Task details
All lines of the listing below must be reproduced character for character.

Entries shown
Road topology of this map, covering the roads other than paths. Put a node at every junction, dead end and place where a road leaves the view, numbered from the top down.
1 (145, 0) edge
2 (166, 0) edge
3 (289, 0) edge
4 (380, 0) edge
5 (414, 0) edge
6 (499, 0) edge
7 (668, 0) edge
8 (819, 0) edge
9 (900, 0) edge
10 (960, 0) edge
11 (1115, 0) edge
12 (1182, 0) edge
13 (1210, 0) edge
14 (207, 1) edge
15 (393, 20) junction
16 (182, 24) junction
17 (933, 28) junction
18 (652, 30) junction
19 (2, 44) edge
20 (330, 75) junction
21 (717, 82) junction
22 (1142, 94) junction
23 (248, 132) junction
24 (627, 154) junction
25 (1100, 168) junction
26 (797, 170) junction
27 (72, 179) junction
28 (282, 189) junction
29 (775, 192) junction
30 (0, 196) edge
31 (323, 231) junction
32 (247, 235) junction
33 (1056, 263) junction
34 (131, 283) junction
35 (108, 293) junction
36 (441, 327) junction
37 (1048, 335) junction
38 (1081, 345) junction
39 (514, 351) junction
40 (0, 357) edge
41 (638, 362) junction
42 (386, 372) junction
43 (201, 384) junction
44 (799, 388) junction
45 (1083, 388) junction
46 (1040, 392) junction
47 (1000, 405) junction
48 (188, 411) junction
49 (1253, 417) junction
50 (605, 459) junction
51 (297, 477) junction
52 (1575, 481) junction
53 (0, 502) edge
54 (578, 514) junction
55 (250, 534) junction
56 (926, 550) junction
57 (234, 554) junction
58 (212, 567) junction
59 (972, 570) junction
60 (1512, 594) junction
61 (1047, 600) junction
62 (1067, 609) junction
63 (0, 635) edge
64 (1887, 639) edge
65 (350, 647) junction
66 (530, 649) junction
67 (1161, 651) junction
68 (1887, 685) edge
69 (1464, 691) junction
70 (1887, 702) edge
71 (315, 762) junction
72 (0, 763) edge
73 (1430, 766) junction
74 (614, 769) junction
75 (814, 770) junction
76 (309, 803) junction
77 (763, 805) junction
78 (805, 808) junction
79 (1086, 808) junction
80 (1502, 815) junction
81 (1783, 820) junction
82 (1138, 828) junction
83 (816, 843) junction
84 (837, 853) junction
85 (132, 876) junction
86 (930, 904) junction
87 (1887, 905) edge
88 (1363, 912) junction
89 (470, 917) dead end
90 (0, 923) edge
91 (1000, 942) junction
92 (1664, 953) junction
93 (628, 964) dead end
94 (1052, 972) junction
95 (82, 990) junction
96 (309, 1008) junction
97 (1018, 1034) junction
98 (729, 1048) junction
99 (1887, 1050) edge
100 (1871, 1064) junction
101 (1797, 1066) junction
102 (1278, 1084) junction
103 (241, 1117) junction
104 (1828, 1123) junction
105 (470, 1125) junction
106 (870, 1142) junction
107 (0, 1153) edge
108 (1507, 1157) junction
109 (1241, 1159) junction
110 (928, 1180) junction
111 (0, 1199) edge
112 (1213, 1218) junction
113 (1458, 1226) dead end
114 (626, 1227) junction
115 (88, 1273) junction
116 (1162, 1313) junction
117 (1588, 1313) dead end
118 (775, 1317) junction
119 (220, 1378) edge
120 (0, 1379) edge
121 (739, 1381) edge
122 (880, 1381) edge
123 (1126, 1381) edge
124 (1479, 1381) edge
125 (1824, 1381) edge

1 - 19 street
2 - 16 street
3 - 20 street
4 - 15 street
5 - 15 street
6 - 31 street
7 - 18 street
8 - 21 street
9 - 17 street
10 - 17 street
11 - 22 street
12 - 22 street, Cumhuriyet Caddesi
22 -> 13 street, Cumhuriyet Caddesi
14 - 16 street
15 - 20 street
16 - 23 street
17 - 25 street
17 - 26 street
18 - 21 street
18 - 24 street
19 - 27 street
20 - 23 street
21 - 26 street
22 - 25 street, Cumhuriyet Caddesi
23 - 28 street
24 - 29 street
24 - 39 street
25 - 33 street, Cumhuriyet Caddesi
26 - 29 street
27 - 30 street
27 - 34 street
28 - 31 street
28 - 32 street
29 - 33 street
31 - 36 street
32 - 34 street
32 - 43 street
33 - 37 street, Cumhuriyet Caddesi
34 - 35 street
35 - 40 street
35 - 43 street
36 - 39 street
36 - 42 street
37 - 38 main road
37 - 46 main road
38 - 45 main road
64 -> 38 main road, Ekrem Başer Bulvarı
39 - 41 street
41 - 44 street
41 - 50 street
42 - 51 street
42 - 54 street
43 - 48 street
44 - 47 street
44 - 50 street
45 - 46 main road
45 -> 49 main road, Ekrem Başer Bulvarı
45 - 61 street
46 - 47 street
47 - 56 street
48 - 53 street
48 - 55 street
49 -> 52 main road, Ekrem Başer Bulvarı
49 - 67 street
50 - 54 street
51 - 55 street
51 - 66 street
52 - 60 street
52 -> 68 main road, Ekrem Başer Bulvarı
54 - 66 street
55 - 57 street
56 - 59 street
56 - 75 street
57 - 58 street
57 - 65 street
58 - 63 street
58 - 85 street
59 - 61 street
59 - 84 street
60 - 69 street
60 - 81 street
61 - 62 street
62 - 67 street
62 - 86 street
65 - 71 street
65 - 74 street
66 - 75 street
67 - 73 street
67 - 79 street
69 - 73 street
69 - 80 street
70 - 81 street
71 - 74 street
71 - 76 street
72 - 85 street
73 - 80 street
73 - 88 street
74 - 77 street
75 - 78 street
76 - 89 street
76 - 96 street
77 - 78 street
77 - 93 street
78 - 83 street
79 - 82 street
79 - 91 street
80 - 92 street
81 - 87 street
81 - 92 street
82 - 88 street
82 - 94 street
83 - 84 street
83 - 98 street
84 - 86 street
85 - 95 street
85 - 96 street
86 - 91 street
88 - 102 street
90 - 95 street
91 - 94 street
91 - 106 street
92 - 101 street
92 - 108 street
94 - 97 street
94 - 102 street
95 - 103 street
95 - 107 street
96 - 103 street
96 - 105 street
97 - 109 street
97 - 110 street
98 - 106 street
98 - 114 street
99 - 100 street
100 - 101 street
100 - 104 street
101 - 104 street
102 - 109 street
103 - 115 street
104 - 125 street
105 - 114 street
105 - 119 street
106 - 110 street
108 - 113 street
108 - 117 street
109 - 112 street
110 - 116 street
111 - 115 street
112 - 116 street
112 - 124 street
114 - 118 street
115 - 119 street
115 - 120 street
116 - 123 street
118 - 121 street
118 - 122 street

Exercise solution
Road topology of this map, covering the roads other than paths. Put a node at every junction, dead end and place where a road leaves the view, numbered from the top down.
1 (145, 0) edge
2 (166, 0) edge
3 (289, 0) edge
4 (380, 0) edge
5 (414, 0) edge
6 (499, 0) edge
7 (668, 0) edge
8 (819, 0) edge
9 (900, 0) edge
10 (960, 0) edge
11 (1115, 0) edge
12 (1182, 0) edge
13 (1210, 0) edge
14 (207, 1) edge
15 (393, 20) junction
16 (182, 24) junction
17 (933, 28) junction
18 (652, 30) junction
19 (2, 44) edge
20 (330, 75) junction
21 (717, 82) junction
22 (1142, 94) junction
23 (248, 132) junction
24 (627, 154) junction
25 (1100, 168) junction
26 (797, 170) junction
27 (72, 179) junction
28 (282, 189) junction
29 (775, 192) junction
30 (0, 196) edge
31 (323, 231) junction
32 (247, 235) junction
33 (1056, 263) junction
34 (131, 283) junction
35 (108, 293) junction
36 (441, 327) junction
37 (1048, 335) junction
38 (1081, 345) junction
39 (514, 351) junction
40 (0, 357) edge
41 (638, 362) junction
42 (386, 372) junction
43 (201, 384) junction
44 (799, 388) junction
45 (1083, 388) junction
46 (1040, 392) junction
47 (1000, 405) junction
48 (188, 411) junction
49 (1253, 417) junction
50 (605, 459) junction
51 (297, 477) junction
52 (1575, 481) junction
53 (0, 502) edge
54 (578, 514) junction
55 (250, 534) junction
56 (926, 550) junction
57 (234, 554) junction
58 (212, 567) junction
59 (972, 570) junction
60 (1512, 594) junction
61 (1047, 600) junction
62 (1067, 609) junction
63 (0, 635) edge
64 (1887, 639) edge
65 (350, 647) junction
66 (530, 649) junction
67 (1161, 651) junction
68 (1887, 685) edge
69 (1464, 691) junction
70 (1887, 702) edge
71 (315, 762) junction
72 (0, 763) edge
73 (1430, 766) junction
74 (614, 769) junction
75 (814, 770) junction
76 (309, 803) junction
77 (763, 805) junction
78 (805, 808) junction
79 (1086, 808) junction
80 (1502, 815) junction
81 (1783, 820) junction
82 (1138, 828) junction
83 (816, 843) junction
84 (837, 853) junction
85 (132, 876) junction
86 (930, 904) junction
87 (1887, 905) edge
88 (1363, 912) junction
89 (470, 917) dead end
90 (0, 923) edge
91 (1000, 942) junction
92 (1664, 953) junction
93 (628, 964) dead end
94 (1052, 972) junction
95 (82, 990) junction
96 (309, 1008) junction
97 (1018, 1034) junction
98 (729, 1048) junction
99 (1887, 1050) edge
100 (1871, 1064) junction
101 (1797, 1066) junction
102 (1278, 1084) junction
103 (241, 1117) junction
104 (1828, 1123) junction
105 (470, 1125) junction
106 (870, 1142) junction
107 (0, 1153) edge
108 (1507, 1157) junction
109 (1241, 1159) junction
110 (928, 1180) junction
111 (0, 1199) edge
112 (1213, 1218) junction
113 (1458, 1226) dead end
114 (626, 1227) junction
115 (88, 1273) junction
116 (1162, 1313) junction
117 (1588, 1313) dead end
118 (775, 1317) junction
119 (220, 1378) edge
120 (0, 1379) edge
121 (739, 1381) edge
122 (880, 1381) edge
123 (1126, 1381) edge
124 (1479, 1381) edge
125 (1824, 1381) edge

1 - 19 street
2 - 16 street
3 - 20 street
4 - 15 street
5 - 15 street
6 - 31 street
7 - 18 street
8 - 21 street
9 - 17 street
10 - 17 street
11 - 22 street
12 - 22 street, Cumhuriyet Caddesi
22 -> 13 street, Cumhuriyet Caddesi
14 - 16 street
15 - 20 street
16 - 23 street
17 - 25 street
17 - 26 street
18 - 21 street
18 - 24 street
19 - 27 street
20 - 23 street
21 - 26 street
22 - 25 street, Cumhuriyet Caddesi
23 - 28 street
24 - 29 street
24 - 39 street
25 - 33 street, Cumhuriyet Caddesi
26 - 29 street
27 - 30 street
27 - 34 street
28 - 31 street
28 - 32 street
29 - 33 street
31 - 36 street
32 - 34 street
32 - 43 street
33 - 37 street, Cumhuriyet Caddesi
34 - 35 street
35 - 40 street
35 - 43 street
36 - 39 street
36 - 42 street
37 - 38 main road
37 - 46 main road
38 - 45 main road
64 -> 38 main road, Ekrem Başer Bulvarı
39 - 41 street
41 - 44 street
41 - 50 street
42 - 51 street
42 - 54 street
43 - 48 street
44 - 47 street
44 - 50 street
45 - 46 main road
45 -> 49 main road, Ekrem Başer Bulvarı
45 - 61 street
46 - 47 street
47 - 56 street
48 - 53 street
48 - 55 street
49 -> 52 main road, Ekrem Başer Bulvarı
49 - 67 street
50 - 54 street
51 - 55 street
51 - 66 street
52 - 60 street
52 -> 68 main road, Ekrem Başer Bulvarı
54 - 66 street
55 - 57 street
56 - 59 street
56 - 75 street
57 - 58 street
57 - 65 street
58 - 63 street
58 - 85 street
59 - 61 street
59 - 84 street
60 - 69 street
60 - 81 street
61 - 62 street
62 - 67 street
62 - 86 street
65 - 71 street
65 - 74 street
66 - 75 street
67 - 73 street
67 - 79 street
69 - 73 street
69 - 80 street
70 - 81 street
71 - 74 street
71 - 76 street
72 - 85 street
73 - 80 street
73 - 88 street
74 - 77 street
75 - 78 street
76 - 89 street
76 - 96 street
77 - 78 street
77 - 93 street
78 - 83 street
79 - 82 street
79 - 91 street
80 - 92 street
81 - 87 street
81 - 92 street
82 - 88 street
82 - 94 street
83 - 84 street
83 - 98 street
84 - 86 street
85 - 95 street
85 - 96 street
86 - 91 street
88 - 102 street
90 - 95 street
91 - 94 street
91 - 106 street
92 - 101 street
92 - 108 street
94 - 97 street
94 - 102 street
95 - 103 street
95 - 107 street
96 - 103 street
96 - 105 street
97 - 109 street
97 - 110 street
98 - 106 street
98 - 114 street
99 - 100 street
100 - 101 street
100 - 104 street
101 - 104 street
102 - 109 street
103 - 115 street
104 - 125 street
105 - 114 street
105 - 119 street
106 - 110 street
108 - 113 street
108 - 117 street
109 - 112 street
110 - 116 street
111 - 115 street
112 - 116 street
112 - 124 street
114 - 118 street
115 - 119 street
115 - 120 street
116 - 123 street
118 - 121 street
118 - 122 street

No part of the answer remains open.